ABOUT THIS EXERCISE: Output all of the entries below precisely as written.

RECORDS FOR THIS EXERCISE:
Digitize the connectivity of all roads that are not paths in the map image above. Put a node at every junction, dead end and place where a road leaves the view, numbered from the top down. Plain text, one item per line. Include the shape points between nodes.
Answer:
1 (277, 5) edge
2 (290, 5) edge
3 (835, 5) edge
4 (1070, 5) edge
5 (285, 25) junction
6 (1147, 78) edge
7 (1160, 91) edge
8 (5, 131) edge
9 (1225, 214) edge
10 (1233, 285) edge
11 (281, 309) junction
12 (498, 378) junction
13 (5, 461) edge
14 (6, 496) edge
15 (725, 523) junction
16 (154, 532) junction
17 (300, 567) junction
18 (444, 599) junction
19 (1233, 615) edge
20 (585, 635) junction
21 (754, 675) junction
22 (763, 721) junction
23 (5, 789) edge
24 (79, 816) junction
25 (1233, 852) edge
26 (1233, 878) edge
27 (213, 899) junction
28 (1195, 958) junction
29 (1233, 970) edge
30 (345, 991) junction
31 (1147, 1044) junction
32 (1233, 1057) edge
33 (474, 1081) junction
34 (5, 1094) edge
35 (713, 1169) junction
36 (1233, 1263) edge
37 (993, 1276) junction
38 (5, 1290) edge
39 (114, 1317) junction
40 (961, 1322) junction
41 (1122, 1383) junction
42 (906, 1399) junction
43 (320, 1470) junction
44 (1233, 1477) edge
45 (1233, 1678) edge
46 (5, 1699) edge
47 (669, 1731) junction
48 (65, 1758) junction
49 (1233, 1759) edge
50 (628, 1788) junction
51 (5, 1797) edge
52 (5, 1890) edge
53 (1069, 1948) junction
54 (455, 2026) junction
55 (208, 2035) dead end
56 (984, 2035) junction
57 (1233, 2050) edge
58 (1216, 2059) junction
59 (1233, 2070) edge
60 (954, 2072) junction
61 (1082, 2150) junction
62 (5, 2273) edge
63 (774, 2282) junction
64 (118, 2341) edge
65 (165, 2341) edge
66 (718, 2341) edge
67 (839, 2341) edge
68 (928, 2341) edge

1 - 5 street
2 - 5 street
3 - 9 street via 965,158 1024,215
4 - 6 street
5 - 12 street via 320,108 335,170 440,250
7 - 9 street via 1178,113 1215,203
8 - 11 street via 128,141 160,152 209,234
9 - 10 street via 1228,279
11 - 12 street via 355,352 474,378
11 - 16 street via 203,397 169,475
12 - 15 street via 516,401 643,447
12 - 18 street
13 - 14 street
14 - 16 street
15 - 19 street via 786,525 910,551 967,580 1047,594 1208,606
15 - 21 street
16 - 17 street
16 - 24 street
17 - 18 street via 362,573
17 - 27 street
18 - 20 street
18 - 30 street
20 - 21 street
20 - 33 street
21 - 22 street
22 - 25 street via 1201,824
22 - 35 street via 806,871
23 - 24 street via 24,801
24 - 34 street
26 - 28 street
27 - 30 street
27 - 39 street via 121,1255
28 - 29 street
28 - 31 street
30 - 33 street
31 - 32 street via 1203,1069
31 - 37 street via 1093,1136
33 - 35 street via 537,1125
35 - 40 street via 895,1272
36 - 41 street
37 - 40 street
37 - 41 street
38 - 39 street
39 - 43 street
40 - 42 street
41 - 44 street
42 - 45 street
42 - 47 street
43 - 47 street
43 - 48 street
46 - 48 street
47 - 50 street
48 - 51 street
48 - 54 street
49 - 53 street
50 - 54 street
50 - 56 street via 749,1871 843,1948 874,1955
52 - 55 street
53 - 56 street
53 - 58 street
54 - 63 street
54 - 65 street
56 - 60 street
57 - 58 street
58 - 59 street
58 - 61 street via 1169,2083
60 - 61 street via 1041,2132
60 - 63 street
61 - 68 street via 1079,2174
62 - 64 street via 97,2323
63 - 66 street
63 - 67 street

WRITTEN SOLUTION:
Digitize the connectivity of all roads that are not paths in the map image above. Put a node at every junction, dead end and place where a road leaves the view, numbered from the top down. Plain text, one item per line. Include the shape points between nodes.
Answer:
1 (277, 5) edge
2 (290, 5) edge
3 (835, 5) edge
4 (1070, 5) edge
5 (285, 25) junction
6 (1147, 78) edge
7 (1160, 91) edge
8 (5, 131) edge
9 (1225, 214) edge
10 (1233, 285) edge
11 (281, 309) junction
12 (498, 378) junction
13 (5, 461) edge
14 (6, 496) edge
15 (725, 523) junction
16 (154, 532) junction
17 (300, 567) junction
18 (444, 599) junction
19 (1233, 615) edge
20 (585, 635) junction
21 (754, 675) junction
22 (763, 721) junction
23 (5, 789) edge
24 (79, 816) junction
25 (1233, 852) edge
26 (1233, 878) edge
27 (213, 899) junction
28 (1195, 958) junction
29 (1233, 970) edge
30 (345, 991) junction
31 (1147, 1044) junction
32 (1233, 1057) edge
33 (474, 1081) junction
34 (5, 1094) edge
35 (713, 1169) junction
36 (1233, 1263) edge
37 (993, 1276) junction
38 (5, 1290) edge
39 (114, 1317) junction
40 (961, 1322) junction
41 (1122, 1383) junction
42 (906, 1399) junction
43 (320, 1470) junction
44 (1233, 1477) edge
45 (1233, 1678) edge
46 (5, 1699) edge
47 (669, 1731) junction
48 (65, 1758) junction
49 (1233, 1759) edge
50 (628, 1788) junction
51 (5, 1797) edge
52 (5, 1890) edge
53 (1069, 1948) junction
54 (455, 2026) junction
55 (208, 2035) dead end
56 (984, 2035) junction
57 (1233, 2050) edge
58 (1216, 2059) junction
59 (1233, 2070) edge
60 (954, 2072) junction
61 (1082, 2150) junction
62 (5, 2273) edge
63 (774, 2282) junction
64 (118, 2341) edge
65 (165, 2341) edge
66 (718, 2341) edge
67 (839, 2341) edge
68 (928, 2341) edge

1 - 5 street
2 - 5 street
3 - 9 street via 965,158 1024,215
4 - 6 street
5 - 12 street via 320,108 335,170 440,250
7 - 9 street via 1178,113 1215,203
8 - 11 street via 128,141 160,152 209,234
9 - 10 street via 1228,279
11 - 12 street via 355,352 474,378
11 - 16 street via 203,397 169,475
12 - 15 street via 516,401 643,447
12 - 18 street
13 - 14 street
14 - 16 street
15 - 19 street via 786,525 910,551 967,580 1047,594 1208,606
15 - 21 street
16 - 17 street
16 - 24 street
17 - 18 street via 362,573
17 - 27 street
18 - 20 street
18 - 30 street
20 - 21 street
20 - 33 street
21 - 22 street
22 - 25 street via 1201,824
22 - 35 street via 806,871
23 - 24 street via 24,801
24 - 34 street
26 - 28 street
27 - 30 street
27 - 39 street via 121,1255
28 - 29 street
28 - 31 street
30 - 33 street
31 - 32 street via 1203,1069
31 - 37 street via 1093,1136
33 - 35 street via 537,1125
35 - 40 street via 895,1272
36 - 41 street
37 - 40 street
37 - 41 street
38 - 39 street
39 - 43 street
40 - 42 street
41 - 44 street
42 - 45 street
42 - 47 street
43 - 47 street
43 - 48 street
46 - 48 street
47 - 50 street
48 - 51 street
48 - 54 street
49 - 53 street
50 - 54 street
50 - 56 street via 749,1871 843,1948 874,1955
52 - 55 street
53 - 56 street
53 - 58 street
54 - 63 street
54 - 65 street
56 - 60 street
57 - 58 street
58 - 59 street
58 - 61 street via 1169,2083
60 - 61 street via 1041,2132
60 - 63 street
61 - 68 street via 1079,2174
62 - 64 street via 97,2323
63 - 66 street
63 - 67 street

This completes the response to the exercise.